Narrated by Lisa Shininger


For Devin

I am four when the door at the top of the stairs is opened to me for the first time. Mother has invited friends over—men who smell of tobacco smoke, women who reek the scent of too many flowers stuffed into a glass jar. They clutch handbags and hats, and fill up the front parlor with a mix of cigarette smoke and fear. I am too young to understand when I walk into the blue-papered room.

Their eyes are sunken, desperate, dead.

I don’t realize what it means when a man traces the bottom of his lip with the tip of his tongue, or a woman whose name I do not remember clutches at her stomach. They stare at me.

Mother enters carrying a Mason jar. She scans the crowded room—fifteen people pushed in like cordwood—and nods to them. They call her Sister Judith and, when she passes a basket from the buffet table, each puts money inside.

This is my job. When the basket returns, I take it from the shaking hands of a man with gray hair. His skin hangs from his bones the way Mother’s curtains hang in the parlor—limp and tired.

Mother nods and the rest stand, then she leads them from the cramped parlor to the stairs. They follow her like a slow-moving train.
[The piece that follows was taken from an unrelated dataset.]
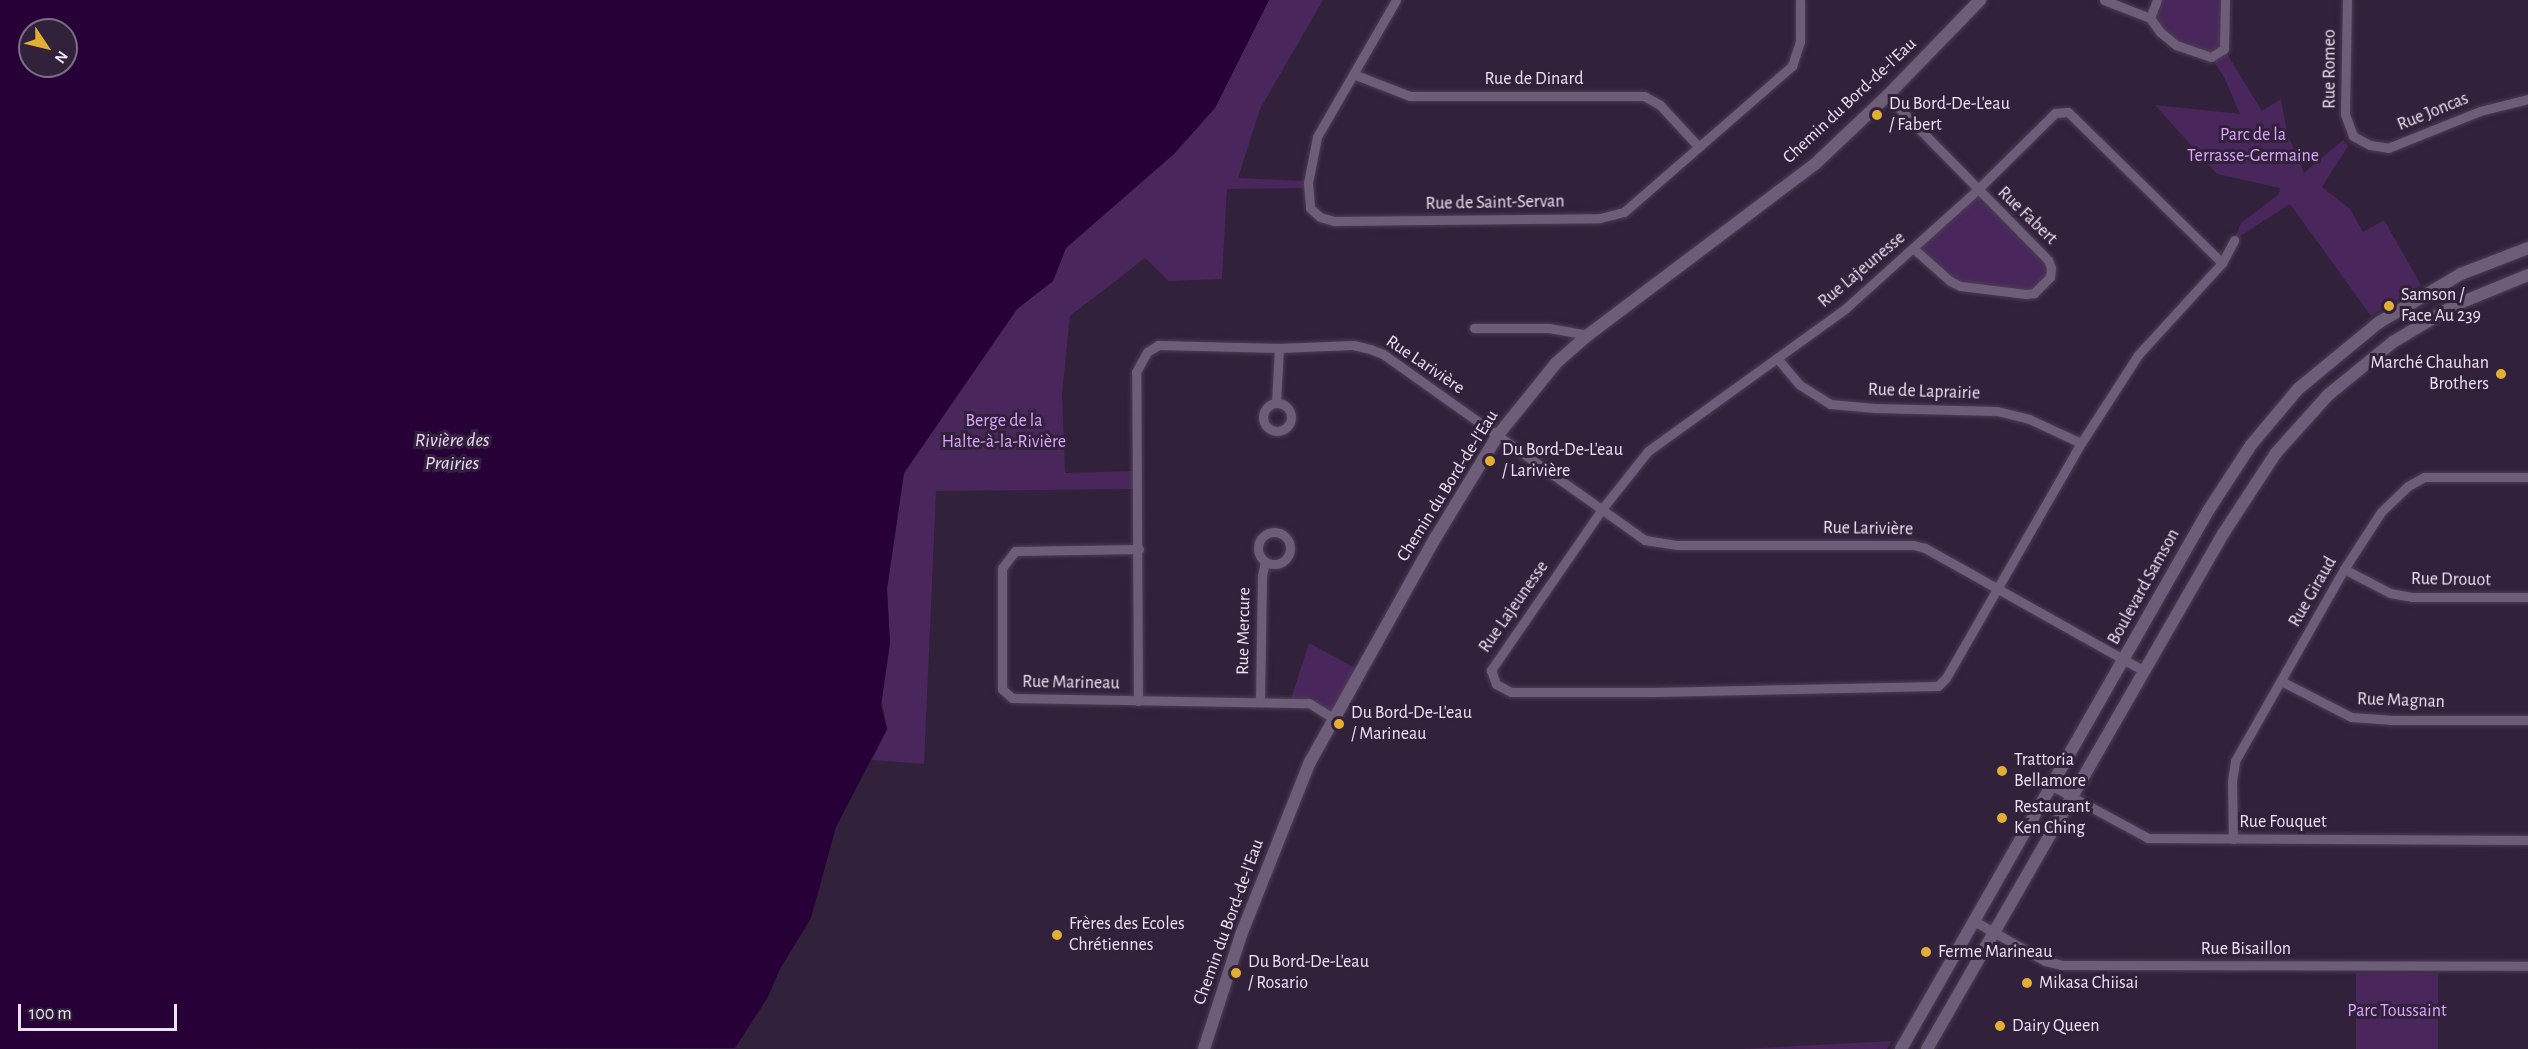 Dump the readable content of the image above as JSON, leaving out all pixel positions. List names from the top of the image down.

The men and women in their Sunday best take the stairs, as though afraid of what lay behind the old wooden door at the top.

God fearing people are born in these hills, walk the streets of Saint’s Crossing, bow their heads on Sundays. What is at the top of the stairs gives face to their fear.

Mother is wearing her china-white blouse and clutches the Mason jar to her chest. She opens the rickety door like Moses must have parted the Red Sea—like merging two worlds. The lady at the front of the line, the one who clutches her stomach, gasps.

There is an angel in our spare bedroom.

I do not know his name.

He is too large. His bare feet hang over the edge of the bed. His wings take up most of the room, pushing against the robin’s egg blue walls. His skin is pale, like his wings. Mother grows his hair long in the winter before cutting it to sell in the summer.

But today, with summer beating down our necks, his hair is a blond fuzz on his scalp, over blue eyes. The angel does not speak from the bed as Mother enters. His hands are bound to the posts, his feet are tied to the footboard. A thin sheet covers his modesty, though I do not know what modesty means when I am four years old.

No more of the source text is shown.